The Dwight Hall SRI Fund was the first undergraduate-run student fund to ever co-file a shareholder resolution with a public company when it filed a resolution with ExxonMobil in the 2015-16 proxy season. The United Steelworkers Union (USW) lead filed the resolution and a number of others, including AP7, a Swedish national pension fund, also co-filed. The resolution targeted Exxon's lobbying practices and policies and asked for the company to improve its disclosure, especially regarding its membership in and payments to trade associations that conduct lobbying activities, like the American Legislative Exchange Council (ALEC), American Petroleum Institute (API), and National Association of Manufacturers (NAM)). Exxon is a member in a number of organizations that either cast doubt onto the scientific consensus on climate change or actively lobby against productive climate policy, despite Exxon's publicly stated acceptance of the scientific consensus and support for a revenue-neutral carbon tax.

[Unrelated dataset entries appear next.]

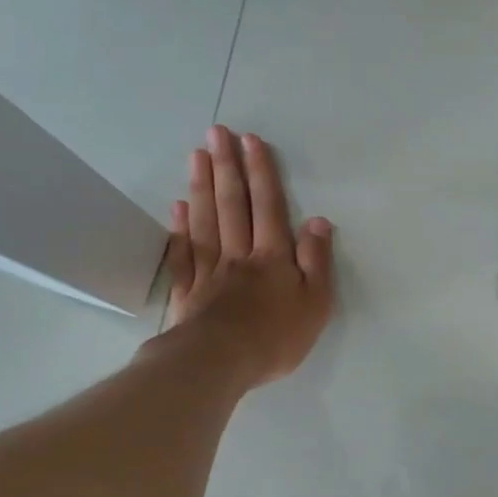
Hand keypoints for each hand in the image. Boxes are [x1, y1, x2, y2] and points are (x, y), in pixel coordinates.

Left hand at [164, 125, 334, 387]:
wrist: (220, 363)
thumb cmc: (275, 337)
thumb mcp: (315, 303)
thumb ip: (317, 261)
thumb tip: (319, 221)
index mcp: (272, 257)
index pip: (268, 206)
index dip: (261, 173)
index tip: (250, 141)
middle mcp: (239, 255)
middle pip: (232, 205)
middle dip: (227, 166)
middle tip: (216, 132)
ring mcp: (210, 271)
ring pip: (205, 221)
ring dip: (202, 186)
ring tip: (197, 155)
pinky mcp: (188, 292)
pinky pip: (183, 254)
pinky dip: (180, 228)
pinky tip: (178, 207)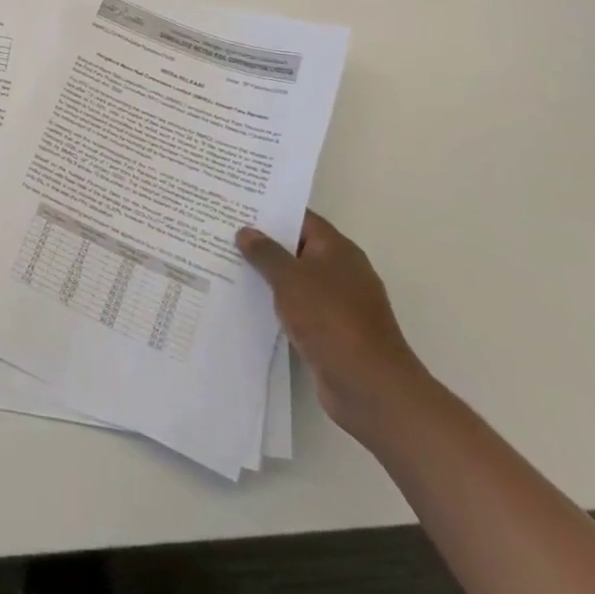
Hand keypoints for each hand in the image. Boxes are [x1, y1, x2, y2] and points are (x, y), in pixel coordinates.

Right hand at [237, 212, 430, 445]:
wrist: (369, 387)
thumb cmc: (331, 320)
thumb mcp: (290, 279)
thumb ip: (266, 253)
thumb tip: (247, 231)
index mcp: (338, 250)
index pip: (301, 219)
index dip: (270, 211)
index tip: (238, 206)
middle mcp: (342, 272)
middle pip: (298, 248)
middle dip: (264, 243)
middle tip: (224, 234)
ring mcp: (339, 304)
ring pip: (297, 280)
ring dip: (269, 276)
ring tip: (227, 265)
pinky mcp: (332, 332)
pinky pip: (299, 308)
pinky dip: (277, 304)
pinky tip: (249, 303)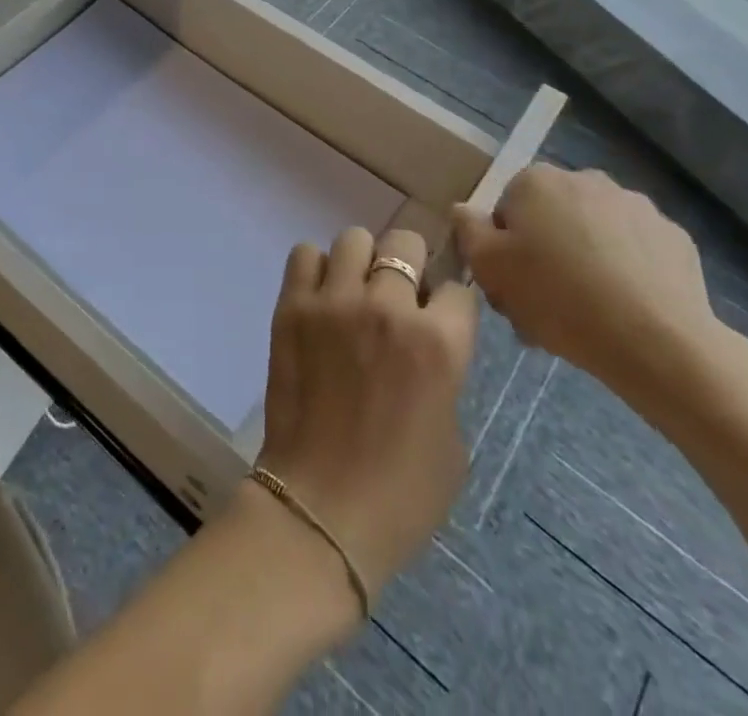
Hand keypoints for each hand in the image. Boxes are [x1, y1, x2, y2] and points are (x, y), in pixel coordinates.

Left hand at [256, 224, 479, 602]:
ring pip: (352, 239)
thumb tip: (426, 341)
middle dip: (409, 264)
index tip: (439, 318)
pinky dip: (315, 269)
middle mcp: (386, 308)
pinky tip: (320, 300)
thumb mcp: (453, 436)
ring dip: (360, 262)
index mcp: (438, 343)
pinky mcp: (291, 307)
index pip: (456, 287)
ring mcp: (333, 302)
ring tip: (354, 293)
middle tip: (397, 296)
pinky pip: (304, 255)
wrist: (322, 508)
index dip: (450, 303)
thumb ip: (443, 371)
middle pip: (403, 243)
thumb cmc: (402, 491)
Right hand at [451, 165, 722, 399]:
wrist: (656, 342)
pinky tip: (623, 309)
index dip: (503, 246)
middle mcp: (586, 179)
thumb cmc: (557, 298)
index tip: (511, 282)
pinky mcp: (675, 238)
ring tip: (586, 312)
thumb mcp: (489, 267)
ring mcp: (637, 206)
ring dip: (585, 259)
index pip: (507, 207)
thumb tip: (464, 209)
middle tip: (544, 302)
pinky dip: (626, 271)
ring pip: (594, 232)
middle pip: (551, 216)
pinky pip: (635, 250)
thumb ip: (467, 229)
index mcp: (537, 181)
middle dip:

The resolution garnered the support of 25.7% of Exxon shareholders, amounting to just under $100 billion of financial support. Proxy advisory firm Institutional Shareholder Services (ISS) recommended that shareholders vote in favor of the resolution. The resolution also received the support of the Interfaith Coalition on Investor Responsibility (ICCR) and other socially motivated investment organizations. Likely most significant of all, the Yale ACIR, and by extension, Yale University, publicly stated its support of the resolution, providing an opportunity for the University to test the efficacy of shareholder engagement through Dwight Hall SRI.

The Dwight Hall SRI Fund filed the resolution again in the 2016-17 proxy season. The group authored a chapter detailing its advocacy work in the seminal textbook Sustainable Investing: Revolutions in Theory and Practice.

In November 2016, DHSRI purchased 40 shares of Merck and Co, an ethical leader in the pharmaceutical industry, intending to engage productively and respectfully with the company surrounding new avenues for disclosure that provide financial and ethical benefits to the company and its shareholders.

During 2020, DHSRI added McDonald's Corporation and Amazon.com, Inc to its mission driven portfolio with the mission of engaging in the areas of workers rights, nutrition, racial equity, and environmental impact.